Saímos no último dia com uma galinha caipira preparada por Dona Rosa na bagagem. No cemitério da cidade, coveiros cavavam o que seria, provavelmente, a sepultura de sua tia. Faríamos o caminho de volta a Ponte Alta, percorrendo mais alguns atrativos do Jalapão. De manhã cedo, fizemos uma curta, mas puxada caminhada 200 metros acima, para ver, do alto, a imensidão do deserto e os chapadões. Depois, passamos por um complexo de construções que pertenceu a um grande traficante de drogas colombiano na década de 80. A estrutura era impressionante. Como na época a fiscalização era falha e omissa, ele se estabeleceu ali durante muitos anos. Montou, inclusive, uma pista de pouso para aviões. Paramos para almoçar em uma construção que funcionava como um hotel, repleta de dormitórios. O chefe do tráfico construiu uma mansão para si. Estrategicamente, se instalou perto de uma enorme cachoeira, em que não se podia sequer se banhar.

Chegamos cedo em Ponte Alta, onde tínhamos deixado nosso carro. A família e amigos do jipeiro faziam um churrasco no local. Após a despedida, pegamos o carro em direção ao Rio.

Balanço final 


Seguindo o método de não dirigir a noite, saímos de Ponte Alta e dormimos em uma pequenina cidade na fronteira entre Goiás e Tocantins. Nos dois dias seguintes, conseguimos chegar ao Rio. Pretendíamos seguir pelo Piauí e voltar pelo Nordeste, mas a precariedade das estradas, a falta de infraestrutura, a ausência de tração nas quatro rodas e o desgaste até então não nos permitiu. Seguimos, assim, pela rodovia Belém-Brasília, passamos por Goiânia e seguimos pelas ótimas estradas do estado de São Paulo,as melhores do país, onde a viagem fluiu. No total percorremos quase 5000 km e seis unidades da federação. 

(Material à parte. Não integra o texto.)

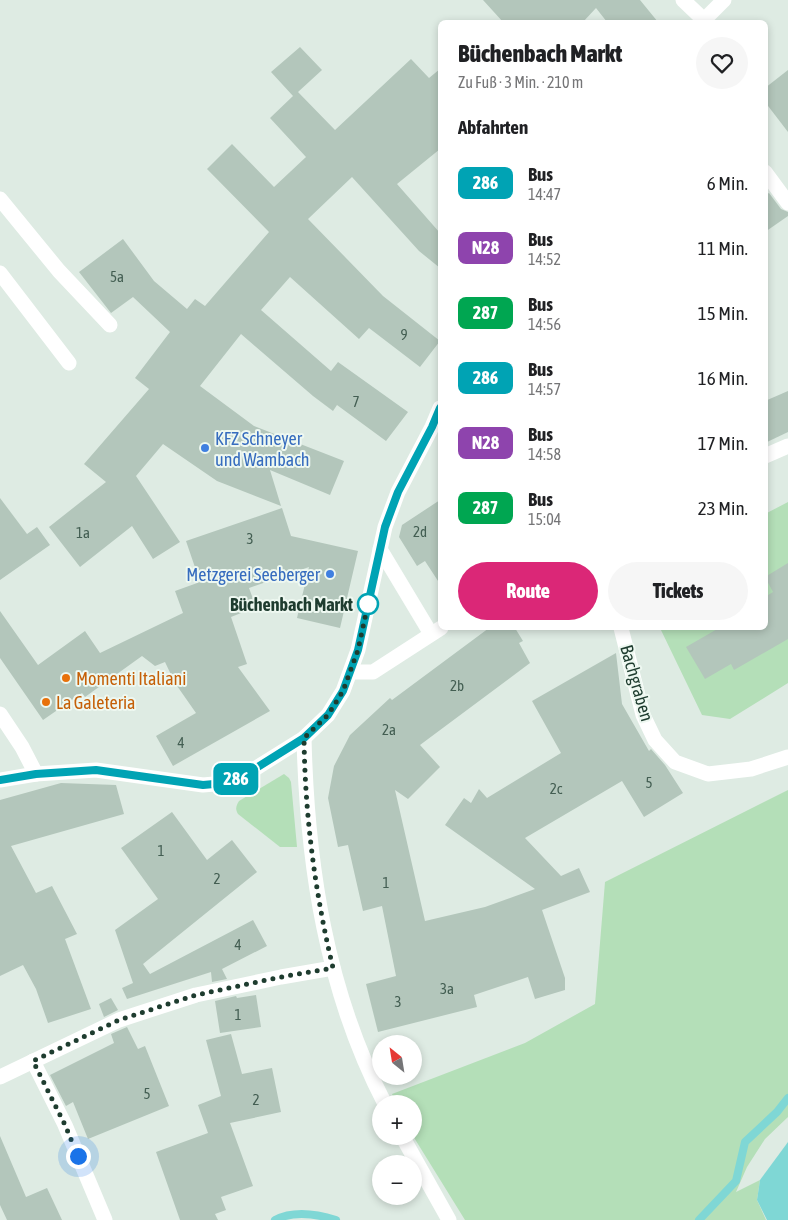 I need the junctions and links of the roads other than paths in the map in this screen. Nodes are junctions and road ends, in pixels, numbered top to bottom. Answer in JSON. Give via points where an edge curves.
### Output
{"nodes":[{"id":1,"x":683,"y":0,"type":"edge"},
{"id":2,"x":724,"y":0,"type":"edge"},
{"id":3,"x":702,"y":20,"type":"edge"},
{"id":4,"x":704,"y":20,"type":"edge"},
{"id":5,"x":768,"y":176,"type":"edge"},
{"id":6,"x":0,"y":199,"type":"edge"},
{"id":7,"x":788,"y":203,"type":"edge"},
{"id":8,"x":0,"y":273,"type":"edge"},
{"id":9,"x":110,"y":325,"type":"dead end"},
{"id":10,"x":69,"y":362,"type":"dead end"},
{"id":11,"x":438,"y":413,"type":"edge"},
{"id":12,"x":788,"y":446,"type":"edge"},
{"id":13,"x":768,"y":455,"type":"edge"},
{"id":14,"x":380,"y":549,"type":"junction"},
{"id":15,"x":622,"y":630,"type":"edge"},
{"id":16,"x":436,"y":631,"type":"edge"},
{"id":17,"x":351,"y":672,"type":"junction"},
{"id":18,"x":0,"y":714,"type":"edge"},
{"id":19,"x":304,"y":738,"type":"junction"},
{"id":20,"x":788,"y":756,"type":"edge"},
{"id":21,"x":36,"y":774,"type":"junction"},
{"id":22,"x":0,"y":780,"type":"edge"},
{"id":23,"x":333,"y":968,"type":"junction"},
{"id":24,"x":33,"y":1061,"type":"junction"},
{"id":25,"x":0,"y":1077,"type":"edge"},
{"id":26,"x":381,"y":1095,"type":"edge"},
{"id":27,"x":407,"y":1145,"type":"edge"},
{"id":28,"x":105,"y":1220,"type":"edge"},
{"id":29,"x":449,"y":1220,"type":"edge"}],
"edges":[{"from":1,"to":3,"type":"street"},
{"from":2,"to":4,"type":"street"},
{"from":5,"to":7,"type":"street"},
{"from":6,"to":9,"type":"street","via":[[59,271]]},
{"from":8,"to":10,"type":"street"},
{"from":11,"to":14,"type":"street","via":[[398,492]]},
{"from":12,"to":13,"type":"street"},
{"from":14,"to":16,"type":"street"},
{"from":14,"to":17,"type":"street"},
{"from":15,"to":20,"type":"street","name":"Bachgraben","via":[[644,715],[655,740],[675,762],[708,774],[752,769]]},
{"from":16,"to":17,"type":"street","via":[[373,672]]},
{"from":17,"to":19,"type":"street","via":[[328,715]]},
{"from":18,"to":21,"type":"street"},
{"from":19,"to":21,"type":"street","via":[[245,775],[225,783],[203,785],[96,770]]},
{"from":19,"to":23,"type":"street","via":[[312,860]]},
{"from":21,"to":22,"type":"street"},
{"from":23,"to":24,"type":"street","via":[[196,995],[119,1020]]},
{"from":23,"to":26,"type":"street","via":[[349,1020]]},
{"from":24,"to":25,"type":"street"},
{"from":24,"to":28,"type":"street","via":[[65,1125]]},
{"from":27,"to":29,"type":"street"}]}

Vimos o desenvolvimento do interior, com o ponto de partida em Brasília. O problema logístico das grandes cidades interioranas, como a própria Brasília e Goiânia, que ainda não desenvolveram muito bem a mentalidade dos transportes coletivos. Exemplo de organização e preservação ambiental na Chapada dos Veadeiros. Por outro lado, turismo ainda pouco explorado em Tocantins. A expectativa do turismo como meio de desenvolvimento para a remota região do Jalapão. Culturas quilombolas sobrevivendo sustentavelmente e mantendo as tradições. Estradas cada vez mais precárias conforme nos afastamos dos centros consumidores. Luz e energia elétrica para todos. A dura vida do sertanejo.

Vimos o país que não tem fim. Andamos dias inteiros e conhecemos apenas uma pequeníssima fração do Brasil. Estradas parecem que vão de lugar nenhum a lugar nenhum. A um pequeno passo da Amazônia e do sertão nordestino, imagina-se ambientes ainda mais selvagens e mais desertos. Aumenta-se o desejo de viajar, de conhecer ainda mais regiões; de desbravar todos os Brasis.